Justice is what we’ll turn into.
Then there’s mercy.)
MOURNING FOR CATS
We get too sentimental
over dead animals.
We turn maudlin.
But only those with fur,
only those who look like us,
at least a little.
Those with big eyes,
eyes that face front.
Those with smallish noses
or modest beaks.
No one laments a spider.
Nor a crab.
Hookworms rate no wailing.
Fish neither.
Baby seals make the grade,
and dogs, and sometimes owls.
Cats almost always.
Do we think they are like dead children?
Do we think they are a part of us,
the animal soul
stashed somewhere near the heart,
fuzzy and trusting,
and vital and on the prowl,
and brutal towards other forms of life,
and happy most of the time,
and also stupid?
(Why almost always cats?
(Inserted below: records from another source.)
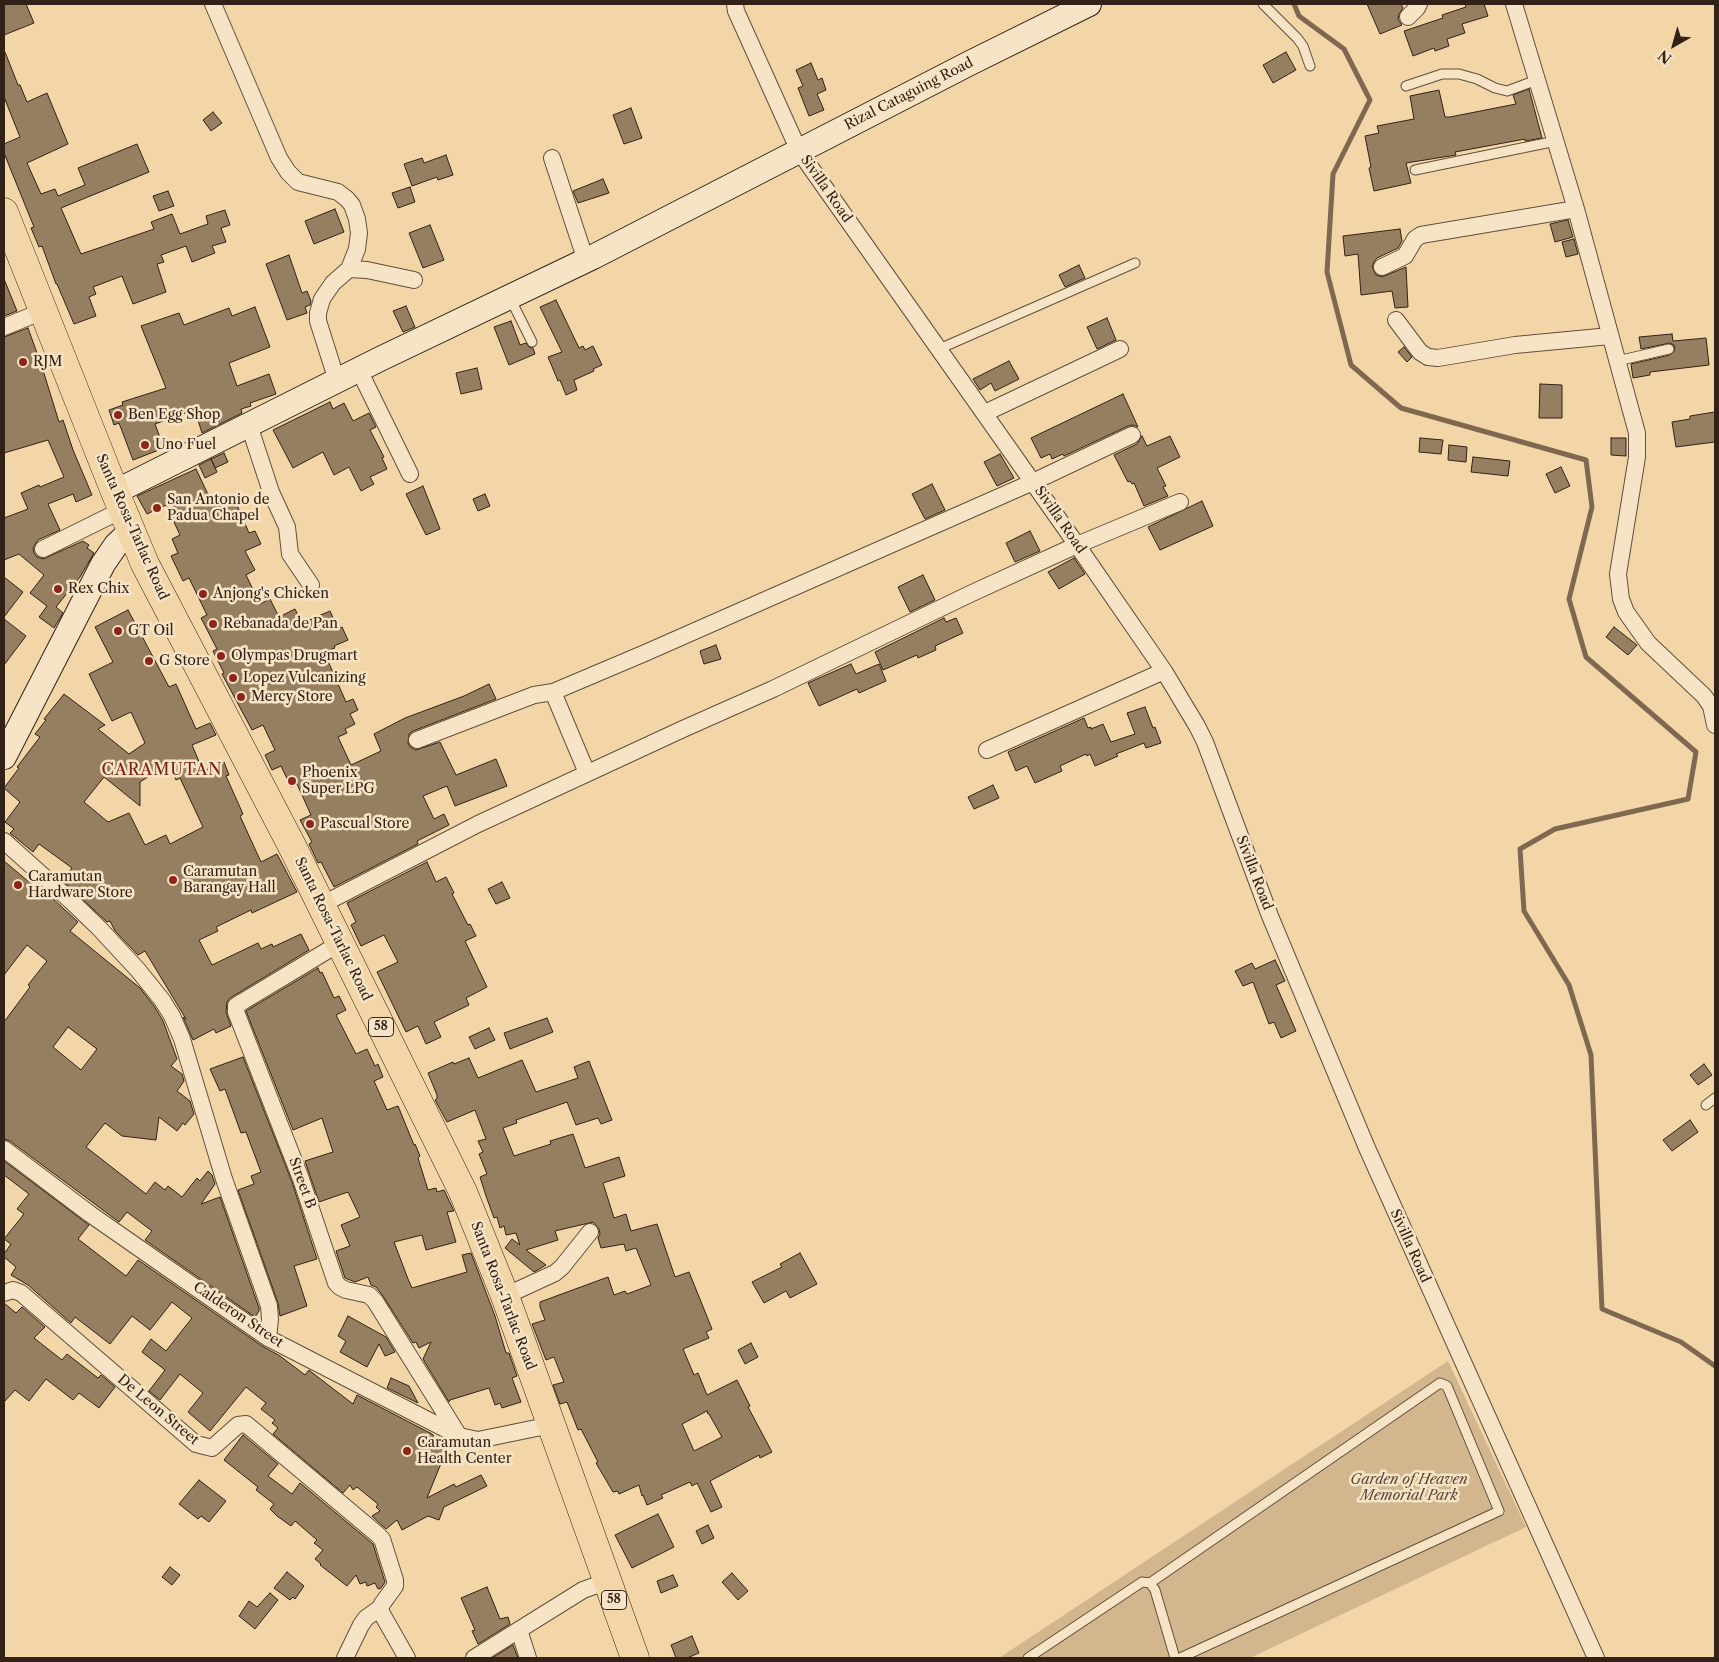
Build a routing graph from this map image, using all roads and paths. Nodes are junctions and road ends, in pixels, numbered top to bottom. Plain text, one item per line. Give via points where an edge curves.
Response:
1 (213, 4) edge
2 (735, 4) edge
3 (1089, 4) edge
4 (1263, 4) edge
5 (1419, 4) edge
6 (1514, 4) edge
7 (1408, 17) dead end
8 (1310, 66) dead end
9 (1537, 80) junction
10 (1406, 86) dead end
11 (1556, 141) junction
12 (799, 151) junction
13 (552, 158) dead end
14 (1415, 170) dead end
15 (1576, 209) junction
16 (4, 212) edge
17 (12, 254) edge
18 (586, 261) junction
19 (1135, 263) dead end
20 (1382, 267) dead end
21 (350, 268) junction
22 (414, 280) dead end
23 (510, 298) junction
24 (43, 311) junction
25 (1396, 320) dead end
26 (4, 327) edge
27 (1610, 336) junction
28 (532, 342) dead end
29 (939, 349) junction
30 (1120, 349) dead end
31 (1669, 349) dead end
32 (1617, 361) junction
33 (359, 370) junction
34 (337, 381) junction
35 (985, 412) junction
36 (249, 425) junction
37 (1132, 435) dead end
38 (410, 474) dead end
39 (1033, 482) junction
40 (1180, 502) dead end
41 (122, 511) junction
42 (1077, 545) junction
43 (43, 550) dead end
44 (311, 585) dead end
45 (1164, 671) junction
46 (552, 692) junction
47 (1715, 725) edge
48 (417, 740) dead end
49 (987, 750) dead end
50 (4, 757) edge
51 (587, 773) junction
52 (4, 842) edge
53 (321, 905) junction
54 (340, 944) junction
55 (1715, 1098) edge
56 (1706, 1105) dead end
57 (4, 1150) edge
58 (590, 1232) dead end
59 (4, 1293) edge
60 (504, 1296) junction
61 (268, 1338) junction
62 (551, 1425) junction
63 (459, 1436) junction
64 (608, 1581) junction
65 (1150, 1583) junction
66 (380, 1608) junction
67 (519, 1630) junction
68 (345, 1658) edge
69 (407, 1658) edge
70 (474, 1658) edge
71 (528, 1658) edge
72 (635, 1658) edge
73 (1028, 1658) edge
74 (1175, 1658) edge
75 (1180, 1658) edge
76 (1596, 1658) edge

1 - 21 street via 279,158 288,172 298,182 338,192 352,205 359,233
2 - 12 street, Sivilla Road
3 - 12 street, Rizal Cataguing Road
4 - 8 lane via 1297,38
5 - 7 street
6 - 9 street
9 - 10 lane via 1507,91 1459,74 1442,74
9 - 11 street
11 - 14 lane
11 - 15 street
12 - 18 street, Rizal Cataguing Road
12 - 29 street, Sivilla Road
13 - 18 street
15 - 20 street via 1421,235 1415,239 1406,256
15 - 27 street
16 - 17 highway, Santa Rosa-Tarlac Road / 58
17 - 24 highway, Santa Rosa-Tarlac Road / 58
18 - 23 street, Rizal Cataguing Road
19 - 29 lane
21 - 22 street
21 - 34 street via 322,299 318,313
23 - 28 lane
23 - 33 street, Rizal Cataguing Road
24 - 26 street
24 - 41 highway, Santa Rosa-Tarlac Road / 58
25 - 27 street via 1420,352 1438,358 1521,344
27 - 32 street
29 - 35 street, Sivilla Road
30 - 35 street
31 - 32 lane
32 - 47 street via 1638,445 1618,574 1621,599 1648,644 1704,696
33 - 34 street, Rizal Cataguing Road
33 - 38 street
34 - 36 street, Rizal Cataguing Road
35 - 39 street, Sivilla Road
36 - 41 street, Rizal Cataguing Road
36 - 44 street via 271,492 287,527 290,554
37 - 39 street
39 - 42 street, Sivilla Road
39 - 46 street
40 - 42 street
41 - 43 street
41 - 50 street via 116,545 103,564
41 - 53 highway, Santa Rosa-Tarlac Road / 58 via 145,564
42 - 45 street, Sivilla Road
42 - 51 street
45 - 49 street
45 - 76 street, Sivilla Road via 1205,742 1273,924 1367,1148
46 - 48 street via 534,695
46 - 51 street
51 - 53 street via 478,824
52 - 61 street via 99,928 138,970 172,1016 182,1039 224,1179 270,1306
53 - 54 highway, Santa Rosa-Tarlac Road / 58
54 - 60 highway, Santa Rosa-Tarlac Road / 58 via 463,1192
54 - 63 street, Street B via 242,1002 236,1006 236,1012 284,1132 336,1283 346,1290 369,1295 375,1301
55 - 56 lane
57 - 61 street, Calderon Street
58 - 60 street via 555,1273
59 - 66 street, De Leon Street via 13,1290 21,1293 196,1444 212,1448 238,1426 246,1424 382,1539 396,1580
60 - 62 highway, Santa Rosa-Tarlac Road / 58
61 - 63 street, Calderon Street
62 - 63 street, Calderon Street via 478,1440
62 - 64 highway, Santa Rosa-Tarlac Road / 58
64 - 67 street via 583,1590
64 - 72 highway, Santa Rosa-Tarlac Road / 58
65 - 73 lane via 1142,1582
65 - 74 lane via 1155,1590
65 - 75 lane via 1440,1383 1447,1386 1499,1511
66 - 68 street via 366,1618
66 - 69 street
67 - 70 street
67 - 71 street

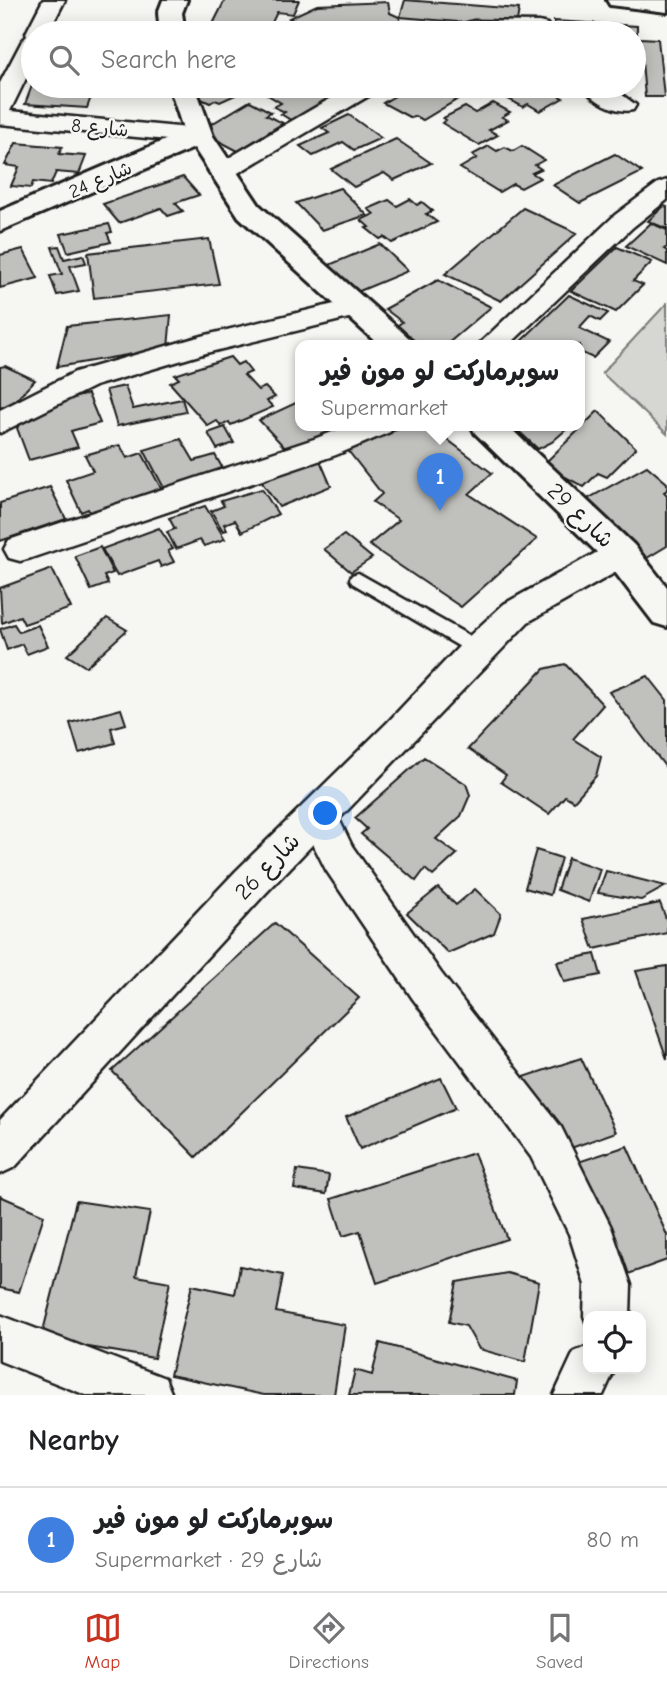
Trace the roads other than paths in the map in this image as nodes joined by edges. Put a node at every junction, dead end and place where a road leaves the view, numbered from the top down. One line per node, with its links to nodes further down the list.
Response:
1 (54, 0): 4 (street)
2 (619, 0): 3 (street)
3 (667, 5)
4 (43, 21)
5 (21, 65): 10 (street)
6 (187, 98): 12 (street)
7 (348, 98): 13 (street)
8 (612, 98): 9 (street)
9 (624, 106)
10 (0, 107)
11 (0, 117): 12 (street, شارع 8)
12 (200, 136): 13 (street); 15 (street, شارع 24)
13 (222, 172): 16 (street)
14 (667, 188): 18 (street)
15 (0, 222)
16 (355, 308): 17 (street); 19 (street)
17 (392, 340)
18 (497, 340)
19 (0, 423)
20 (364, 431): 22 (street)
21 (493, 431): 23 (street, شارع 29)
22 (20, 549)
23 (621, 554): 25 (street, شارع 29); 26 (street, شارع 26)
24 (358, 579): 26 (lane)
25 (667, 613)
26 (478, 649): 27 (street, شارع 26)
27 (317, 815): 28 (street, شارع 26); 29 (street)
28 (0, 1152)
29 (607, 1311)
30 (0, 1338): 32 (street)
31 (588, 1374): 33 (street)
32 (148, 1395)
33 (578, 1395)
Why do dead cats
call up such ludicrous tears?
Why such deep mourning?
Because we can no longer
see in the dark without them?
Because we’re cold
without their fur? Because we’ve lost
our hidden second skin,
the one we’d change into
when we wanted to have fun,
when we wanted to kill things
without a second thought,
when we wanted to shed the dull grey weight
of being human? )
JANUARY
Crisp scent of white narcissus:
January, and full snow.
So cold the pipes freeze.
The front steps are slick and treacherous;
at night the house crackles.
You came in and out at will,
but this time of year you’d stay indoors,
plump in your undertaker’s fur,
dreaming of sunlight,
dreaming of murdered sparrows,
black cat who’s no longer there.
If only you could find your way
from the river of cold flowers,
the forest of nothing to eat,
back through the ice window,
back through the locked door of air.